I woke up ready to blog about this, and talk about how it’s similar to the move that British Airways made with their huge 2015 devaluation, guaranteeing at least 2 business and 4 economy seats per flight that year when schedules loaded, and United’s guarantee that ‘every flight to every destination’ would have award seats when they devalued in 2006.

American had promised a year ago that we’d be seeing more transatlantic and transpacific business class award availability (right away) but that hasn’t happened, outside of momentary glitches or dumps of space that are removed as quickly as they appeared. And of course the change was just a dream.

I woke up and things were… the new normal.

Since American’s award search calendar is broken (and has been for months), you can’t search for American flights only anymore. So if you want to see what availability looks like on American’s flights and not British Airways flights then you need to search non-stop availability on routes that BA doesn’t serve. That rules out most of American’s London Heathrow routes and it rules out New York – Paris.

There is not one single business class award seat from today through end of schedule, eleven months, on:

  • Raleigh Durham – London Heathrow
  • Dallas – Madrid
  • Dallas – Paris
  • Dallas – Hong Kong
  • Los Angeles – Sydney
  • New York JFK – Milan

Not a single business class saver seat. And this isn’t “cherry picking” routes, these are the first routes I selected at random.


American Airlines Boeing 777-300ER Business Class

I don’t want to suggest there’s literally no business class award space on American metal, just very little. For instance searching the entire year New York JFK – Barcelona had a business class award seat on May 13, 30; June 3, 10, 18, 24, 25, 30, 31; November 24, 25, 26 (12 out of 331 days).
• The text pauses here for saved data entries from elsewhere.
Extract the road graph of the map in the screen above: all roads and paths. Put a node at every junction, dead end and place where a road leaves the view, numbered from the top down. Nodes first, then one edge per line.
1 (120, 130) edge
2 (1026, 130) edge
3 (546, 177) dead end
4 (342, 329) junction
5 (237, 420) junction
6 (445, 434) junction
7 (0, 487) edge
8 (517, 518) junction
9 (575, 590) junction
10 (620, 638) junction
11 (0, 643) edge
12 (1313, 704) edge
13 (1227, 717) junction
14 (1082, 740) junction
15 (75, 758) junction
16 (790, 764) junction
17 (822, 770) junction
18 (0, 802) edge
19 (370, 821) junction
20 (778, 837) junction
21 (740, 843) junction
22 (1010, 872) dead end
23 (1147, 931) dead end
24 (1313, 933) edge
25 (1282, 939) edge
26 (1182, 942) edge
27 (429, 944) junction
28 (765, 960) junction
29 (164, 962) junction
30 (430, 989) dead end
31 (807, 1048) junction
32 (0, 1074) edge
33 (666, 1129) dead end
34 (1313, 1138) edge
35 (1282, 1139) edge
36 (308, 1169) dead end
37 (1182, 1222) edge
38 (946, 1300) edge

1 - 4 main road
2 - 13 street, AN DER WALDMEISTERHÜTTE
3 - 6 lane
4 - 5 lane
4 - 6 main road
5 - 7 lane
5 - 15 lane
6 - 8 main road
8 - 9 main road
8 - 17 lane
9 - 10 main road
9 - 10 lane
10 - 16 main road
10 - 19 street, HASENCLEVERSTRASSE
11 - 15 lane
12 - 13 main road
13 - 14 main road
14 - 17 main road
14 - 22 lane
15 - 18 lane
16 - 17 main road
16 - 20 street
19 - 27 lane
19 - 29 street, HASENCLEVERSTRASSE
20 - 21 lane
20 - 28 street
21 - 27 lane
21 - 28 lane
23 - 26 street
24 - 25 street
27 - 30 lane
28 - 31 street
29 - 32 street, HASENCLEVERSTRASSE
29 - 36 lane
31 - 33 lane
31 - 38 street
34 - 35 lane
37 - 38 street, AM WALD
Thank goodness for secret partner Jet Airways.

American used to offer the best award availability of any US airline. Now it offers the worst. To some extent the change began before the US Airways merger. As American brought new business class products into the fleet they became careful with availability. I expected things to worsen with the merger because US Airways was always tight-fisted with awards, though the one unique thing about US Airways was that they were generous with domestic first class awards — and American is no longer even good there.

About Gary Leff

Gary Leff is one of the foremost experts in the field of miles, points, and frequent business travel - a topic he has covered since 2002. Co-founder of frequent flyer community InsideFlyer.com, emcee of the Freddie Awards, and named one of the "World's Top Travel Experts" by Conde' Nast Traveler (2010-Present) Gary has been a guest on most major news media, profiled in several top print publications, and published broadly on the topic of consumer loyalty. More About Gary »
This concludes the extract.